Y Elo y Andrés se casaron.
Y fueron felices juntos porque se amaron siempre,por encima de todo/OS.
Y Eloisa contó un día a su nieta que una cosa muy importante, era, que pasara lo que pasara durante el día, aunque discutiese con su marido, aunque no se hablaran...
Siempre, cada noche de su vida, al irse a dormir, se metían en la cama y juntaban pierna con pierna. La pierna de uno en contacto con la del otro, les unió siempre
Hasta que Andrés muriò , en 2012, con 102años, y Elo, en 2015, con 96 años.
Elo y Andrés se hicieron muchas fotos juntos, desde novios.Y en todas, él la mira a ella mientras ella sonríe a la cámara. Un día le enseñó a su nieta que ese era un detalle que dice mucho de un hombre...
Eloisa trabajaba en la mejor y mas distinguida joyería del Casco Viejo bilbaíno, con su batita negra con un lazo grande.
Cuando estalló la guerra civil española, el dueño de la joyería se vio forzado a cerrar.
Regalando un anillo con un agua marina a Eloisa, la cual se lo regaló un día, muchos años después, a su nieta Eva Maria.
La guerra la llevó entonces a trabajar en una fábrica de zapatos. Y los productos tóxicos que allí se utilizaban la dejaron sin olfato para siempre.
Ella siempre dijo que no lo necesitaba, que no lo echaba en falta porque por la calle olía mas mal que bien...

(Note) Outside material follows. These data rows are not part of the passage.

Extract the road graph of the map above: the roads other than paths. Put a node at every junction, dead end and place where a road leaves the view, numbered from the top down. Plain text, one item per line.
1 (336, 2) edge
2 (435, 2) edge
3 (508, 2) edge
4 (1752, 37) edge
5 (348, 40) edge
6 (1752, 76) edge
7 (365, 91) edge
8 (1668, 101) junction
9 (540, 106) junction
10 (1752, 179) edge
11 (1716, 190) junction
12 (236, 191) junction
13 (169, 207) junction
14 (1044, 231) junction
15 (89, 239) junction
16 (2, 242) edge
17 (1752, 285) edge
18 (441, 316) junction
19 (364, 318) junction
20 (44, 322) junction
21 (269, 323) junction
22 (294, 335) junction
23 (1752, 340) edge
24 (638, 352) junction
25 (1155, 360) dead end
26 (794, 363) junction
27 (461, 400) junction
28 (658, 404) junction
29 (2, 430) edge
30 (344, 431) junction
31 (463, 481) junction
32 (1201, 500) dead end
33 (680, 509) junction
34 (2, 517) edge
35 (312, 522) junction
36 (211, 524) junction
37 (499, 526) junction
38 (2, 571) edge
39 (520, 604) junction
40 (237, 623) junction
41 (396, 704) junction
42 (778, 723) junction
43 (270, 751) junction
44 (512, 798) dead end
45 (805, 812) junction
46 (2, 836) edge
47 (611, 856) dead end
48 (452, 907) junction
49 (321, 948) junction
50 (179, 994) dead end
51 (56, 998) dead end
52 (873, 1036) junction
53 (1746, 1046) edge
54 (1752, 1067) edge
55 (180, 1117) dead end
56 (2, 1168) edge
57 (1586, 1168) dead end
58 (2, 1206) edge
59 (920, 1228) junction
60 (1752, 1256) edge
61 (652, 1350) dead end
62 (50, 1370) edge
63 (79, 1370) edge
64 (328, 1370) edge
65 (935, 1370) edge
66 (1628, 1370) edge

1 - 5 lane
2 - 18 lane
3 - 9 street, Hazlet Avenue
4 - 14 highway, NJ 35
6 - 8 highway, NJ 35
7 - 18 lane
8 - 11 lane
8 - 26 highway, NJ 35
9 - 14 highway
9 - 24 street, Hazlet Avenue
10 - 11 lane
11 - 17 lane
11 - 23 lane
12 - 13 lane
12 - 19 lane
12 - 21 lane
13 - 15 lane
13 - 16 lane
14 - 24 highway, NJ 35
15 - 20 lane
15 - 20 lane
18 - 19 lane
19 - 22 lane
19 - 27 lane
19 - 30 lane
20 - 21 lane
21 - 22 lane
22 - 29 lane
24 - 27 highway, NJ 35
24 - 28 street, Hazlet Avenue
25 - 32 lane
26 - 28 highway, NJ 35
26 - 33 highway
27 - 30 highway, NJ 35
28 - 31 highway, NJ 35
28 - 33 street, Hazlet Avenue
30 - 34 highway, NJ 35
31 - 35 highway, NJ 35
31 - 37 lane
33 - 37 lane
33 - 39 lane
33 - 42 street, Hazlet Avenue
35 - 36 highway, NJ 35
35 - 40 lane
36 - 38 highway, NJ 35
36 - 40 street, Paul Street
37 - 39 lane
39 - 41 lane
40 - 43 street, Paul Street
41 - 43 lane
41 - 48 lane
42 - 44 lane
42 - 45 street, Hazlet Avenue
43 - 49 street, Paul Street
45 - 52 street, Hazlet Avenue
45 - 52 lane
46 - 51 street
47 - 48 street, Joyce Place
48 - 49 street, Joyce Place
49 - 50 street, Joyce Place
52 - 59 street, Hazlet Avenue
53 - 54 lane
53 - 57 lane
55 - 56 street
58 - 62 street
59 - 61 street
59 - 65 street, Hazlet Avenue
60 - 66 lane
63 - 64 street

Y era habitual verla en la perfumería de El Corte Inglés, comprando perfume, que elegía según el parecer de las dependientas...
Poison de Christian Dior,....
Eloisa muchas veces despertaba a su nieta,porque había soñado con ella...
Siempre fue muy coqueta.
Peluqueras, modistas....formaban parte de su día a día.
No le gustaban las sandalias, y no entendía que la gente fuese enseñando los dedos de los pies por la calle...
Hacia unos spaguettis deliciosos...el secreto estaba en el sofrito con tomate casero...
Pasaba horas en el Corte Inglés, siempre del brazo de Andrés, y eran amigos de dependientes y jefes de planta, en Bilbao y en La Coruña, donde vivieron desde 1983.
Andrés, mientras vivió en Bilbao,hasta ese año, cortó pelos y arreglò las barbas de todos los hombres del barrio de Santutxu.
Y es que él se quedó muchos años en Bilbao, porque Eloisa no estaba debajo de un almendro, estaba en la ventana...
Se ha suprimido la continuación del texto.